FQDN IPv6 IPv4 Zones
ns1.net.be.ch 2a07:2904:fff0:2f00::6:1 10.251.201.4
  • be.ch, 251.10.in-addr.arpa
  • bedag.ch, 144.159.in-addr.arpa
ns2.net.be.ch 2a07:2904:fff0:2f00::6:2 10.251.201.6
  • be.ch, 251.10.in-addr.arpa
  • bedag.ch, 144.159.in-addr.arpa
ns3.net.be.ch 2a07:2904:fff0:1403::1:3 10.251.10.21
  • be.ch, 251.10.in-addr.arpa
  • bedag.ch, 144.159.in-addr.arpa
FQDN IPv6 IPv4 Zones
hsbsr020-dc1.sap-hsb.infra.be.ch 10.252.43.20
  • sap-hsb.infra.be.ch, 43.252.10.in-addr.arpa
  • 42.252.10.in-addr.arpa
hsbsr020-dc2.sap-hsb.infra.be.ch 10.252.43.21
  • sap-hsb.infra.be.ch, 43.252.10.in-addr.arpa
  • 42.252.10.in-addr.arpa

6. Backlog

Legacy

  • remove node{1,2}.dns.net.bfh.ch [after Cisco]

  • regenerate containers with Debian 12

  • upgrade to current knot-resolver/dnsdist

  • also forward 172.16.0.0/12 from knot-resolvers to knots

Setup

  • moving dnsdist webfrontend behind apache with ldap auth

  • restricting backend subnet access to frontend and management only

  • dynamic rate limiting

  • review hints und redirect configs

  • document dnssec validation and how to (temporarily) disable it

  • move other disastery-recovery methods currently placed in the config to some document

  • KeyTrap Vulnerability

  • automatically trigger kresd config updates when pushing to ns repositories

  • add priming hints so that local zones are forwarded when there’s no internet connectivity

Features

  • hyperlocal root zone deployment

  • kresd cache prefill module

  • verify if using redis as a central cache for all knot-resolver instances is a good idea

  • verify if using kresd http module is any good

  • anycasting dns.bfh.info instead of HA loadbalancing

  • enable DNScrypt once it has been standardized

  • test environment

  • benchmarking

  • rebinding protection once it has been implemented to allow excluding subnets

Known issues

  • upstream: enforce artifically lowered TTL to clients consistently for all queries (#127, #736 for kresd; SetMaxTTLResponseAction for dnsdist)
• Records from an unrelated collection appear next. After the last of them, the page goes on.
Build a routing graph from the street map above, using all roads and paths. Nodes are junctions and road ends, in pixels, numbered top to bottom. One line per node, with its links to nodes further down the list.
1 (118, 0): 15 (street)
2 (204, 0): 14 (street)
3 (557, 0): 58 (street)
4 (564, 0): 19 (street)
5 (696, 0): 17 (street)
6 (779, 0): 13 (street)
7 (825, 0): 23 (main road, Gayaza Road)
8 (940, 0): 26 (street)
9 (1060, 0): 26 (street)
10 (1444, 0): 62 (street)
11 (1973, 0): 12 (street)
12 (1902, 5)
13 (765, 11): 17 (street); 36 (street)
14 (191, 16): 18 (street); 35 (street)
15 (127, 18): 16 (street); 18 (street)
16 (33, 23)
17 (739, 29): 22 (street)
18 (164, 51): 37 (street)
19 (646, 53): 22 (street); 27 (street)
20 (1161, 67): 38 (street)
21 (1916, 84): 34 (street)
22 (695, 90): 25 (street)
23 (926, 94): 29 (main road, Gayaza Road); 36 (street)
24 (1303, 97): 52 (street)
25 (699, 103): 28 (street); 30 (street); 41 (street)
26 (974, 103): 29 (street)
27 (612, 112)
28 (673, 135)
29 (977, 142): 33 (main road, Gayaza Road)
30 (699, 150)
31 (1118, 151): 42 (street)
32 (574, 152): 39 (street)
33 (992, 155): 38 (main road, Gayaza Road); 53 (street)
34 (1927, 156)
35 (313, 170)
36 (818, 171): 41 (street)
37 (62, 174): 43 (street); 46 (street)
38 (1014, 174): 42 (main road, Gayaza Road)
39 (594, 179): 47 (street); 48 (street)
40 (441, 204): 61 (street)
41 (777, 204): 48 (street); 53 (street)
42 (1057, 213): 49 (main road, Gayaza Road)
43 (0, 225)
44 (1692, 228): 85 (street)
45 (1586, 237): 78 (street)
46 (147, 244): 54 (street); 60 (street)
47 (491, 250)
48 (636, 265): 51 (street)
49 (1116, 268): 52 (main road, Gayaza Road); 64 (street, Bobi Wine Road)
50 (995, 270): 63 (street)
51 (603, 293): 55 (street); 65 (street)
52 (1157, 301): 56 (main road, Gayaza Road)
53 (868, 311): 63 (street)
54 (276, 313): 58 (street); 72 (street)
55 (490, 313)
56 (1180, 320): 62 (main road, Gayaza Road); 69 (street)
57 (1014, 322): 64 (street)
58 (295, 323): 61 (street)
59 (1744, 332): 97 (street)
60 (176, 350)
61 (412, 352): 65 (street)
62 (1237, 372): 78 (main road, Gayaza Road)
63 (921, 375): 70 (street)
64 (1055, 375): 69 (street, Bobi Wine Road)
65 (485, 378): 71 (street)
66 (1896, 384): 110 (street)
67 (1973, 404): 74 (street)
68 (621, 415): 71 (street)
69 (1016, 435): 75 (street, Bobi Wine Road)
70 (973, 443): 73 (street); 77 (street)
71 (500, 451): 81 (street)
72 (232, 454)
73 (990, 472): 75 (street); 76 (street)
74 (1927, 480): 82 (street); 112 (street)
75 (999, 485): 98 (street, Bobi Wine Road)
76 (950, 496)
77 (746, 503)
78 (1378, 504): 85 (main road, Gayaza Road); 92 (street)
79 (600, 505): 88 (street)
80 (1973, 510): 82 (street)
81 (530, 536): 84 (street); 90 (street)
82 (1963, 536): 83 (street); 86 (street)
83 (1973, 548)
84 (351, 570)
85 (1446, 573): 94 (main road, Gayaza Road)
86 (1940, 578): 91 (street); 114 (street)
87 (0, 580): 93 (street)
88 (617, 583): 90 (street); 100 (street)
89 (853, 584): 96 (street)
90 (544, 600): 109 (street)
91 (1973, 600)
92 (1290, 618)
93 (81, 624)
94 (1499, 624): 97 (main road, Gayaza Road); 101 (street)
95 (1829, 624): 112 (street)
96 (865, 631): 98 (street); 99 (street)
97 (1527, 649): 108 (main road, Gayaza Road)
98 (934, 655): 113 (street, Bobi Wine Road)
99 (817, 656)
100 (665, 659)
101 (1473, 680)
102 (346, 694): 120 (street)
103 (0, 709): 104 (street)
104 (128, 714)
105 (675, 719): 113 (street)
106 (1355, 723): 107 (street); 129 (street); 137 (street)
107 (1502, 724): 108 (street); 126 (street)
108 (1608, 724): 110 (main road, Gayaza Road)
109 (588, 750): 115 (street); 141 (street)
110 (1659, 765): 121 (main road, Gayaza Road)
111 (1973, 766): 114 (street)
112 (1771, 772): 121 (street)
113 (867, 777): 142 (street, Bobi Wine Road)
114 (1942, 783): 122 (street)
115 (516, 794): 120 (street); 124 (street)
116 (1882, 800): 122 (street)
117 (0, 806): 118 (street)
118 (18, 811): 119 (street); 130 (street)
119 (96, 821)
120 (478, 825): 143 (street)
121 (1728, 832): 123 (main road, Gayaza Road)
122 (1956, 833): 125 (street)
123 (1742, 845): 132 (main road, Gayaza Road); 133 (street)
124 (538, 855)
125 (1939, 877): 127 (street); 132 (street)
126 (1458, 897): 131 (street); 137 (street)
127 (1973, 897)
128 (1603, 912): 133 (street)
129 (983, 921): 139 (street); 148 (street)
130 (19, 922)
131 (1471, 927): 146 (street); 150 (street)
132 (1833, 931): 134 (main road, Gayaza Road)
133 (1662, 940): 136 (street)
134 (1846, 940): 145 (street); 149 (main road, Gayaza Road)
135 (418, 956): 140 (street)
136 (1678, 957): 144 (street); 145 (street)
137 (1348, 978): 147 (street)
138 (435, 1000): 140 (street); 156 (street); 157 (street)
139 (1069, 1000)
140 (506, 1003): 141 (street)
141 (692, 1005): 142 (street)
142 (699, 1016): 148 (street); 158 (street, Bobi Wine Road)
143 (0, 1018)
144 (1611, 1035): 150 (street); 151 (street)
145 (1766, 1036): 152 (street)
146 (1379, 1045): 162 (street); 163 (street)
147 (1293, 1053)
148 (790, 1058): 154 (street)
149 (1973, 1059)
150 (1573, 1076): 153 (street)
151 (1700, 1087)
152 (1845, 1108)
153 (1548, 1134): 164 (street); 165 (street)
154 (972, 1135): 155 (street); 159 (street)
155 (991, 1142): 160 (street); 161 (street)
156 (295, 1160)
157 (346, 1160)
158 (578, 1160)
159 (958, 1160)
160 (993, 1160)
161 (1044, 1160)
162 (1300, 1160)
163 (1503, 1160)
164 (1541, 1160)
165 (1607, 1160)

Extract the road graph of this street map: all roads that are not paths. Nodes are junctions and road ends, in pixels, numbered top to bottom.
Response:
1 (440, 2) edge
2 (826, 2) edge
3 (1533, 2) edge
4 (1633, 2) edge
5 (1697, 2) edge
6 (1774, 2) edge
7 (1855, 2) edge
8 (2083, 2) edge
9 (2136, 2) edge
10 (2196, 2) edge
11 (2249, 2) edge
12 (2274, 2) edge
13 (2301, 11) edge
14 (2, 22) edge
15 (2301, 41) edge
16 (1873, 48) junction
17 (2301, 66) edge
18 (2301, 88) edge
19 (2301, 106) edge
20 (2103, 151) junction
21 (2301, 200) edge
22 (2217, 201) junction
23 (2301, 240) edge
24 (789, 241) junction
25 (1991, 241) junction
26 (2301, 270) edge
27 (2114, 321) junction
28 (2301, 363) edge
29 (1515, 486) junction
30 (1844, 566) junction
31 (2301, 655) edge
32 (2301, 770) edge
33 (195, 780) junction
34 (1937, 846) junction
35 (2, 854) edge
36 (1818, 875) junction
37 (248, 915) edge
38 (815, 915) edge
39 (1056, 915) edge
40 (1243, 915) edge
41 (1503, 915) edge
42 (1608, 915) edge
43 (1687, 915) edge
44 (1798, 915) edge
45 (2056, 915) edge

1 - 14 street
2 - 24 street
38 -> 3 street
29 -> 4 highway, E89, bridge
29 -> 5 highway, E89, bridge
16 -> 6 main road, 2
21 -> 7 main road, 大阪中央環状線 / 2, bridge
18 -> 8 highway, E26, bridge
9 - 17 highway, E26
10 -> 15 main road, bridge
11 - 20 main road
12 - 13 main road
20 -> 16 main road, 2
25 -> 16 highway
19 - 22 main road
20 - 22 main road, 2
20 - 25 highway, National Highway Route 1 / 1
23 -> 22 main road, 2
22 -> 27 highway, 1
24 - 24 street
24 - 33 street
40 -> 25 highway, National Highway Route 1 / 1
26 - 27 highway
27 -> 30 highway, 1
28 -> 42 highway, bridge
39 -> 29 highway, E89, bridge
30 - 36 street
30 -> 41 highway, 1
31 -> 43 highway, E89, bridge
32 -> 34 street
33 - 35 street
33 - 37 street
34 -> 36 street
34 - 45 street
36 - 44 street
  • upstream: dnsdist does not support forward, only stub-resolving queries send to backends. For answers with CNAMEs, the records are not resolved to A/AAAA records. Therefore sending queries for own zones that have CNAMEs not to the authoritiative servers but to the resolvers.

  • downstream: when priming fails due to loss of internet connection, local forwards don’t work either, needs evaluation of super priming vs local root.